Depois de longas e merecidas férias Lico está de volta ao blog da Boca Mágica.

Vai nos contar sobre a invenção que trouxe grande alívio para humanidade e muita dor e tristeza para o seu inventor: a anestesia.

Essa história aconteceu no início do século XIX, quando animadores itinerantes viajavam pelos Estados Unidos demonstrando ao público os efeitos do óxido nitroso. Também era conhecido como “gás do riso”, por provocar contrações musculares involuntárias na face das pessoas, dando a impressão de que elas estavam rindo.

Em 1844, em uma dessas “exibições de gás hilariante”, o dentista Horace Wells observou que a pessoa que fez uso do gás ficou bastante agitada, caiu de uma cadeira e feriu a perna. O fato chamou a atenção de Wells. Ele notou que a pessoa não demonstrou sentir dor enquanto estava sob o efeito do óxido nitroso.

No dia seguinte Wells convenceu o Dr Riggs, um dentista de Hartford, a extrair um de seus próprios dentes sob a anestesia do gás. Foi um sucesso, Wells disse que sentiu apenas uma picada.

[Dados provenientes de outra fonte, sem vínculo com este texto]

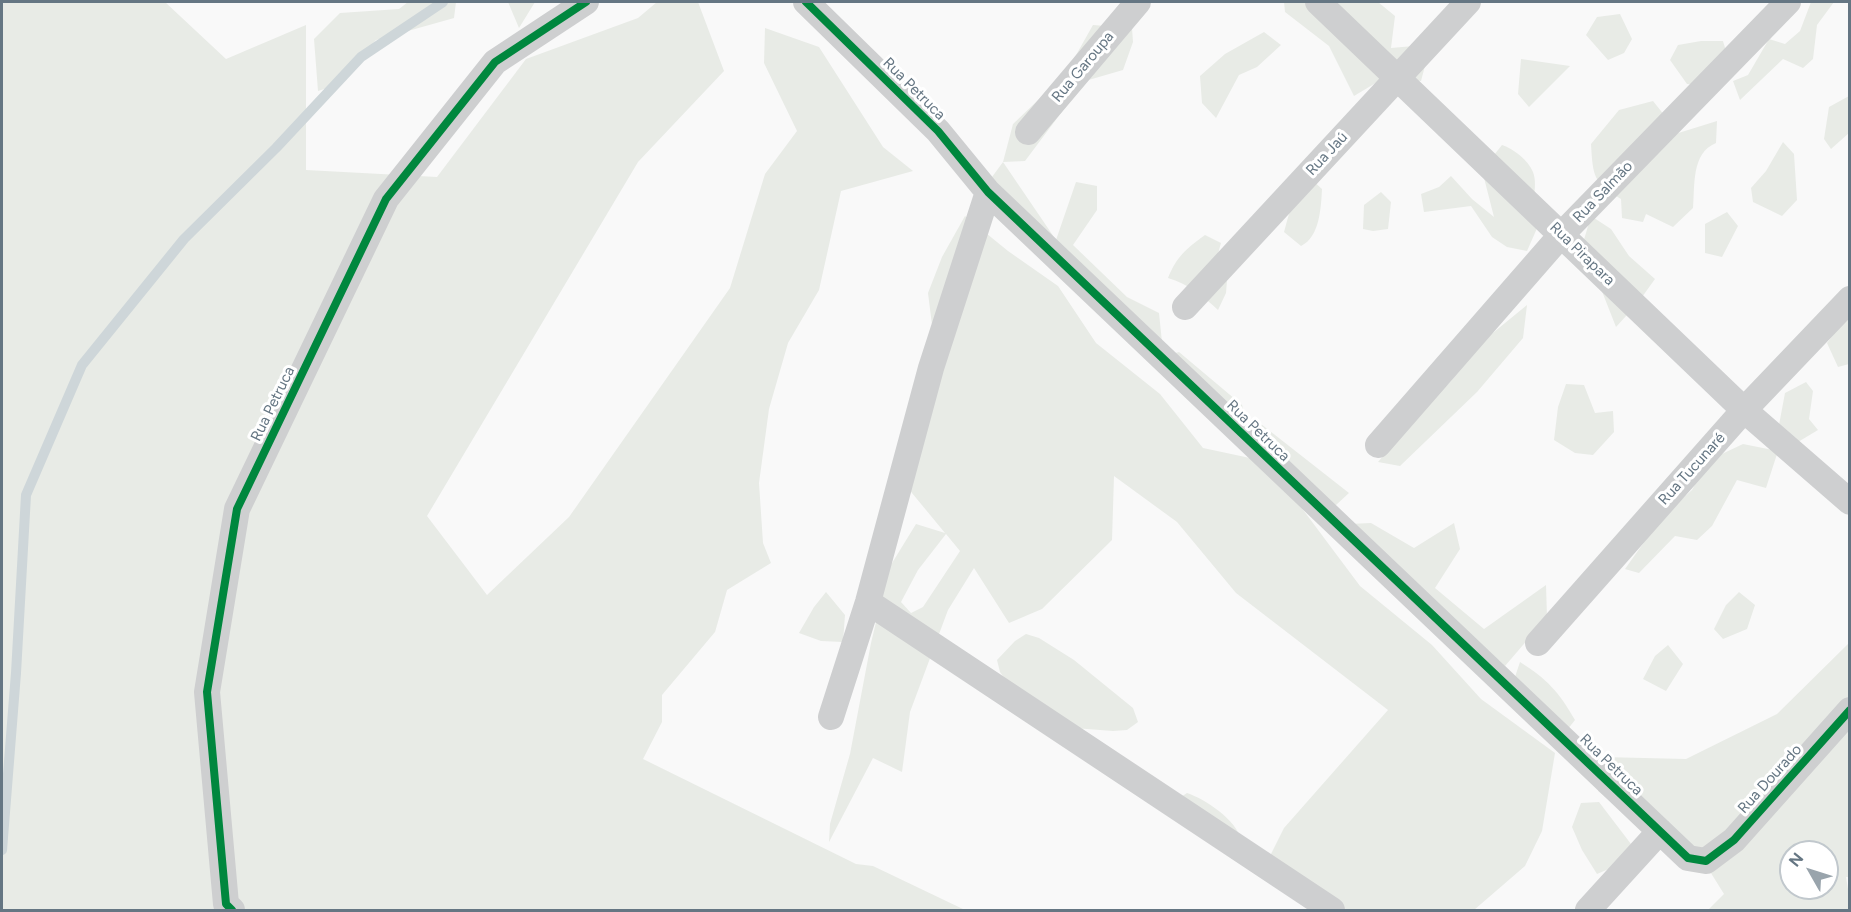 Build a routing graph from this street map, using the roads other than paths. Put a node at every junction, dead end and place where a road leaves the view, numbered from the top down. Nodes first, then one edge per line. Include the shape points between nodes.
1 (586, 2) edge
2 (806, 2) edge
3 (1138, 2) edge
4 (1318, 2) edge
5 (1468, 2) edge
6 (1788, 2) edge
7 (1397, 78) junction
8 (1028, 132) dead end
9 (988, 192) junction
10 (1562, 234) junction
11 (1850, 299) edge
12 (1185, 307) dead end
13 (1743, 410) junction
14 (1378, 445) dead end
15 (1850, 502) edge
16 (868, 602) junction
17 (1538, 643) dead end
18 (1850, 710) edge
19 (831, 717) dead end
20 (1660, 831) junction
21 (1706, 861) joint
22 (232, 910) edge
23 (1332, 910) edge
24 (1588, 910) edge

1 - 22 street, Rua Petruca via 495,62 386,200 237,509 207,692 226,904
2 - 9 street, Rua Petruca via 938,132
3 - 8 street, Rua Garoupa
4 - 7 street, Rua Pirapara
5 - 7 street, Rua Jaú
6 - 10 street, Rua Salmão
7 - 10 street, Rua Pirapara
7 - 12 street, Rua Jaú
9 - 16 street via 931,368
9 - 20 street, Rua Petruca
10 - 13 street, Rua Pirapara
10 - 14 street, Rua Salmão
11 - 13 street, Rua Tucunaré
13 - 15 street, Rua Pirapara
13 - 17 street, Rua Tucunaré
16 - 19 street
16 - 23 street
18 - 21 street, Rua Dourado via 1734,840
20 - 21 street, Rua Petruca via 1688,858
20 - 24 street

Um ano depois obteve permissão para exibir sua técnica no Hospital Geral de Massachsetts. Mas o esperado dia de glória do inventor transformou-se num tremendo fracasso. O gás utilizado era de qualidade inferior e o paciente gemeu durante toda a cirurgia. Wells foi ridicularizado e chamado de charlatão.

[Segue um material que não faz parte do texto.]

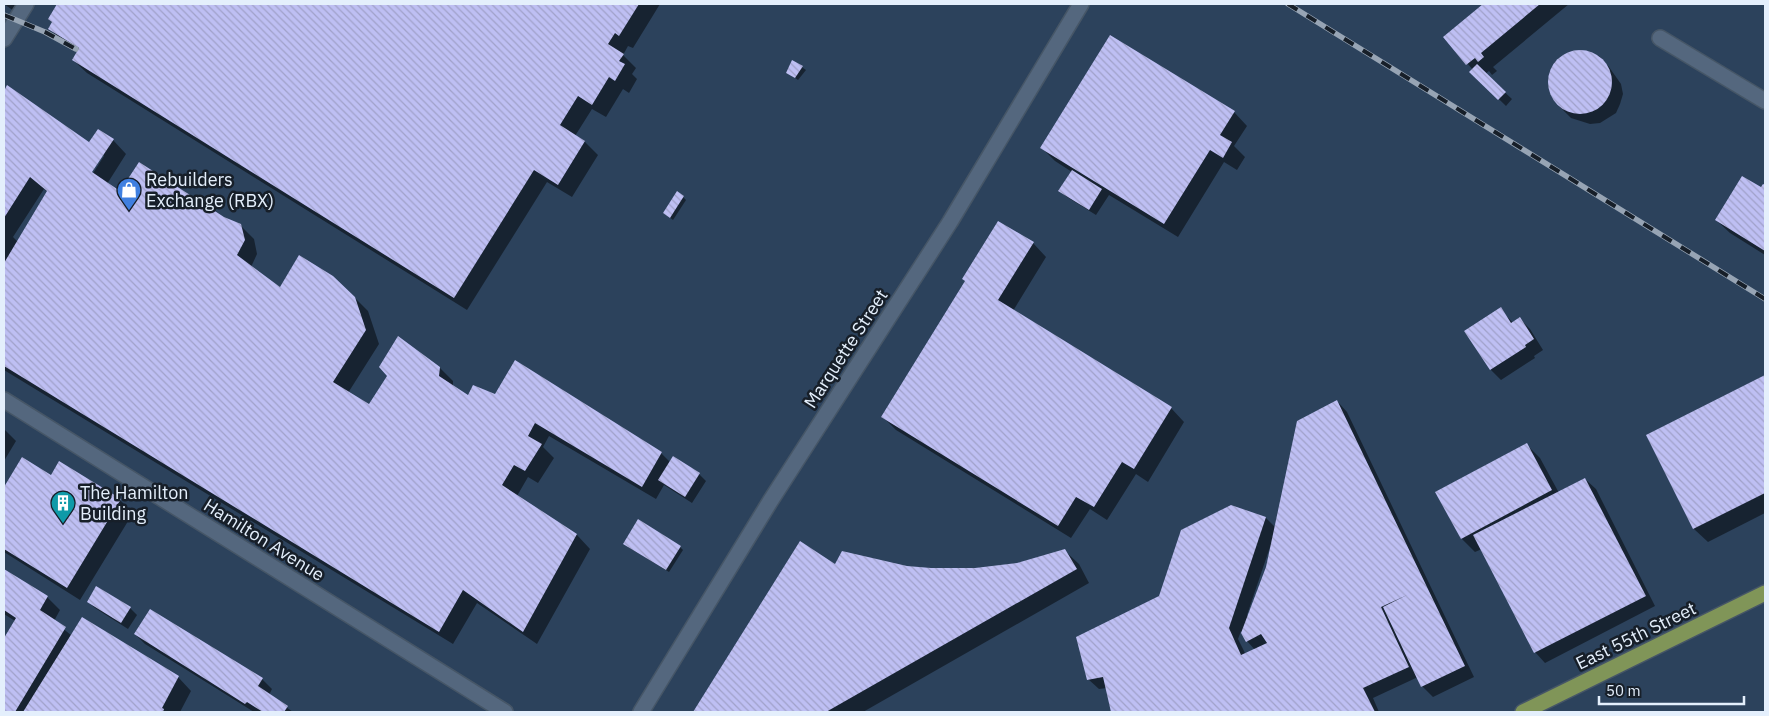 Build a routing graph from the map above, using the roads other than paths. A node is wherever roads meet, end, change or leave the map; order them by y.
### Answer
1 (26, 4) edge
2 (1081, 4) edge
3 (1660, 38) dead end
4 (4, 39) edge
5 (1765, 101) edge
6 (4, 400) edge
7 (1765, 593) edge
8 (504, 712) edge
9 (641, 712) edge
10 (1523, 712) edge

1 - 4 street
2 - 9 street, Marquette Street
3 - 5 street
6 - 8 street, Hamilton Avenue
7 - 10 main road, East 55th Street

Sua situação ficou ainda pior quando os acadêmicos europeus também ignoraram sua invenção. A dificuldade de Wells em lidar com a incompreensão e indiferença de seus companheiros de profissão comprometeu rapidamente sua sanidade mental. Em 1948, suicidou-se.

Logo após sua morte chegou uma carta da Associação dos Médicos de Paris, na qual estava proclamado: “por um voto, que é unicamente a Horace Wells, de Hartford, Connecticut, que cabe a honra de ter pela primeira vez vencido a dor, fazendo um doente respirar os gases vaporizados”.

Ao pensar na vida do Dr. Wells, Lico lembrou-se de uma frase do escritor de Oscar Wilde: o público é muitíssimo tolerante. Ele perdoa tudo, menos o gênio.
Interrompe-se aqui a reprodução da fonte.